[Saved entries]
==================================================

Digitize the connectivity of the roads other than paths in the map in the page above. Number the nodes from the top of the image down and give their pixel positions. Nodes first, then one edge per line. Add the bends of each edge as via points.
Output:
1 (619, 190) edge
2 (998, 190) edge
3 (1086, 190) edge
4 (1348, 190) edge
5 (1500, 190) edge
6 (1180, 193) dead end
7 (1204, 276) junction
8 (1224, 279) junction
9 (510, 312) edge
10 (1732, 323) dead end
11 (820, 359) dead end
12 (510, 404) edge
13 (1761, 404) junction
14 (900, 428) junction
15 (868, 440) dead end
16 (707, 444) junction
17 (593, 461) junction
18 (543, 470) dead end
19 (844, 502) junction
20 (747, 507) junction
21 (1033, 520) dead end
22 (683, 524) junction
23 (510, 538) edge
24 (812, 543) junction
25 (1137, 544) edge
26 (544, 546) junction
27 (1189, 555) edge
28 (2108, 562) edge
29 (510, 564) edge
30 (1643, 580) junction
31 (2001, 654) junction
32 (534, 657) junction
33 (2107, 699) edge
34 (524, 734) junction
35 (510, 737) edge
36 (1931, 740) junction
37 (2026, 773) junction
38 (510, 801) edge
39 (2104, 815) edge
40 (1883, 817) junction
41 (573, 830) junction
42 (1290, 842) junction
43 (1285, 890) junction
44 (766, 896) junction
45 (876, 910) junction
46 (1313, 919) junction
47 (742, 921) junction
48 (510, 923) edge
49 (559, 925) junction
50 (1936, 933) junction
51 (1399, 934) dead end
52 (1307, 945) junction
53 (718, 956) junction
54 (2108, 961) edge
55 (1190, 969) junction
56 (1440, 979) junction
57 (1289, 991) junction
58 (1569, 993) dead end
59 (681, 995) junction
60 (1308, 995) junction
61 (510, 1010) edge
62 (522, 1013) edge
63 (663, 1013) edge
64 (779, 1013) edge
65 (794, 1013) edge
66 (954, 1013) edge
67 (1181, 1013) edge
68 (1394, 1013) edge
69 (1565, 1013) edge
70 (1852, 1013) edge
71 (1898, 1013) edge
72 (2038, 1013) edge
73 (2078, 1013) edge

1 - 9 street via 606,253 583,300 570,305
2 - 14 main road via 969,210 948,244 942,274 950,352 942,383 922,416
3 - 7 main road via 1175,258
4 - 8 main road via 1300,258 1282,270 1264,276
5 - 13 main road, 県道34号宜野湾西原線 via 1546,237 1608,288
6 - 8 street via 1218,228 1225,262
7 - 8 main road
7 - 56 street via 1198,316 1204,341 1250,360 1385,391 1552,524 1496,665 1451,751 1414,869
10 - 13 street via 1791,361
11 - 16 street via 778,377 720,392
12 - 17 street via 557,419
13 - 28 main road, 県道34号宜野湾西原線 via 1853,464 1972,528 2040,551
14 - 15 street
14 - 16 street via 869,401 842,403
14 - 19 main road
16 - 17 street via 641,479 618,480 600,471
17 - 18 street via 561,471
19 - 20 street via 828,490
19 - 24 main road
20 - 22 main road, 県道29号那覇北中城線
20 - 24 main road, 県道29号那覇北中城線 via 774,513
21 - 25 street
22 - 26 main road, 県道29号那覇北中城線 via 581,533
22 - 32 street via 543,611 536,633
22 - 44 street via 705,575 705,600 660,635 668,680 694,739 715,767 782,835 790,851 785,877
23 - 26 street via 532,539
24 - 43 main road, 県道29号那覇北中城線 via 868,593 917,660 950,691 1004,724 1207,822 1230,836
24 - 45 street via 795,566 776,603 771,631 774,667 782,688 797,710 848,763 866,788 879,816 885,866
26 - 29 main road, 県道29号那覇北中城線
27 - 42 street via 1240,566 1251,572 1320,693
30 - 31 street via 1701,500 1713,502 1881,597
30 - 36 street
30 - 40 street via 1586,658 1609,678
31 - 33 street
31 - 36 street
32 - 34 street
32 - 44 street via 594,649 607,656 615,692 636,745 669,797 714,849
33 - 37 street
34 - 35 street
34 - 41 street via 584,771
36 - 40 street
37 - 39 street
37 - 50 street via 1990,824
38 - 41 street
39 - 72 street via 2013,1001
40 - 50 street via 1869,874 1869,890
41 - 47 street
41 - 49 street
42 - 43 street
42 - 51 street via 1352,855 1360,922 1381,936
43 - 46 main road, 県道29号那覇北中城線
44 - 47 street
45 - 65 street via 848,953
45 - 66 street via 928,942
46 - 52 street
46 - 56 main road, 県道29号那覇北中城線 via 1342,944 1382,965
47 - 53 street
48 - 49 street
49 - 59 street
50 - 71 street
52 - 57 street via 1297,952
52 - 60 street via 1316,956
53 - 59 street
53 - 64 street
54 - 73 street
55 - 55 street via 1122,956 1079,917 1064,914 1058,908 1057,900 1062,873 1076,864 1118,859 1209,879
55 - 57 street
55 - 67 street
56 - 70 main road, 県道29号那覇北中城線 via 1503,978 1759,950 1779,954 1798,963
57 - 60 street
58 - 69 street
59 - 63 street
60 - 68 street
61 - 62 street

==================================================

• What the exercise asks
Could you repeat every record above exactly as it appears?

• Exercise output
Digitize the connectivity of the roads other than paths in the map in the page above. Number the nodes from the top of the image down and give their pixel positions. Nodes first, then one edge per line. Add the bends of each edge as via points.
Output:
1 (619, 190) edge
2 (998, 190) edge
3 (1086, 190) edge
4 (1348, 190) edge
5 (1500, 190) edge
6 (1180, 193) dead end
7 (1204, 276) junction
8 (1224, 279) junction
9 (510, 312) edge
10 (1732, 323) dead end
11 (820, 359) dead end
12 (510, 404) edge
13 (1761, 404) junction
14 (900, 428) junction
15 (868, 440) dead end
16 (707, 444) junction
17 (593, 461) junction
18 (543, 470) dead end
19 (844, 502) junction
20 (747, 507) junction
21 (1033, 520) dead end
22 (683, 524) junction
23 (510, 538) edge
24 (812, 543) junction
25 (1137, 544) edge
26 (544, 546) junction
27 (1189, 555) edge
28 (2108, 562) edge
29 (510, 564) edge
30 (1643, 580) junction
31 (2001, 654) junction
32 (534, 657) junction
33 (2107, 699) edge
34 (524, 734) junction
35 (510, 737) edge
36 (1931, 740) junction
37 (2026, 773) junction
38 (510, 801) edge
39 (2104, 815) edge
40 (1883, 817) junction
41 (573, 830) junction
42 (1290, 842) junction
43 (1285, 890) junction
44 (766, 896) junction
45 (876, 910) junction
46 (1313, 919) junction
47 (742, 921) junction
48 (510, 923) edge
49 (559, 925) junction
50 (1936, 933) junction
51 (1399, 934) dead end
52 (1307, 945) junction
53 (718, 956) junction
54 (2108, 961) edge
55 (1190, 969) junction
56 (1440, 979) junction
57 (1289, 991) junction
58 (1569, 993) dead end
59 (681, 995) junction
60 (1308, 995) junction
61 (510, 1010) edge
62 (522, 1013) edge
63 (663, 1013) edge
64 (779, 1013) edge
65 (794, 1013) edge
66 (954, 1013) edge
67 (1181, 1013) edge
68 (1394, 1013) edge
69 (1565, 1013) edge
70 (1852, 1013) edge
71 (1898, 1013) edge
72 (2038, 1013) edge
73 (2078, 1013) edge

1 - 9 street via 606,253 583,300 570,305
2 - 14 main road via 969,210 948,244 942,274 950,352 942,383 922,416
3 - 7 main road via 1175,258
4 - 8 main road via 1300,258 1282,270 1264,276
5 - 13 main road, 県道34号宜野湾西原線 via 1546,237 1608,288
6 - 8 street via 1218,228 1225,262
7 - 8 main road
7 - 56 street via 1198,316 1204,341 1250,360 1385,391 1552,524 1496,665 1451,751 1414,869
10 - 13 street via 1791,361
11 - 16 street via 778,377 720,392
12 - 17 street via 557,419
13 - 28 main road, 県道34号宜野湾西原線 via 1853,464 1972,528 2040,551
14 - 15 street
14 - 16 street via 869,401 842,403
14 - 19 main road
16 - 17 street via 641,479 618,480 600,471
17 - 18 street via 561,471
19 - 20 street via 828,490
19 - 24 main road
20 - 22 main road, 県道29号那覇北中城線
20 - 24 main road, 県道29号那覇北中城線 via 774,513
21 - 25 street
22 - 26 main road, 県道29号那覇北中城線 via 581,533
22 - 32 street via 543,611 536,633
22 - 44 street via 705,575 705,600 660,635 668,680 694,739 715,767 782,835 790,851 785,877
23 - 26 street via 532,539
24 - 43 main road, 県道29号那覇北中城線 via 868,593 917,660 950,691 1004,724 1207,822 1230,836
24 - 45 street via 795,566 776,603 771,631 774,667 782,688 797,710 848,763 866,788 879,816 885,866
26 - 29 main road, 県道29号那覇北中城線
27 - 42 street via 1240,566 1251,572 1320,693
30 - 31 street via 1701,500 1713,502 1881,597
30 - 36 street
30 - 40 street via 1586,658 1609,678
31 - 33 street
31 - 36 street
32 - 34 street
32 - 44 street via 594,649 607,656 615,692 636,745 669,797 714,849
33 - 37 street
34 - 35 street
34 - 41 street via 584,771
36 - 40 street
37 - 39 street
37 - 50 street via 1990,824
38 - 41 street
39 - 72 street via 2013,1001
40 - 50 street via 1869,874 1869,890
41 - 47 street
41 - 49 street
42 - 43 street
42 - 51 street via 1352,855 1360,922 1381,936
43 - 46 main road, 県道29号那覇北中城線
44 - 47 street
45 - 65 street via 848,953
45 - 66 street via 928,942
46 - 52 street
46 - 56 main road, 県道29号那覇北中城線 via 1342,944 1382,965
47 - 53 street
48 - 49 street
49 - 59 street
50 - 71 street
52 - 57 street via 1297,952
52 - 60 street via 1316,956
53 - 59 street
53 - 64 street
54 - 73 street
55 - 55 street via 1122,956 1079,917 1064,914 1058,908 1057,900 1062,873 1076,864 1118,859 1209,879
55 - 57 street
55 - 67 street
56 - 70 main road, 県道29号那覇北中城線 via 1503,978 1759,950 1779,954 1798,963
57 - 60 street
58 - 69 street
59 - 63 street
60 - 68 street
61 - 62 street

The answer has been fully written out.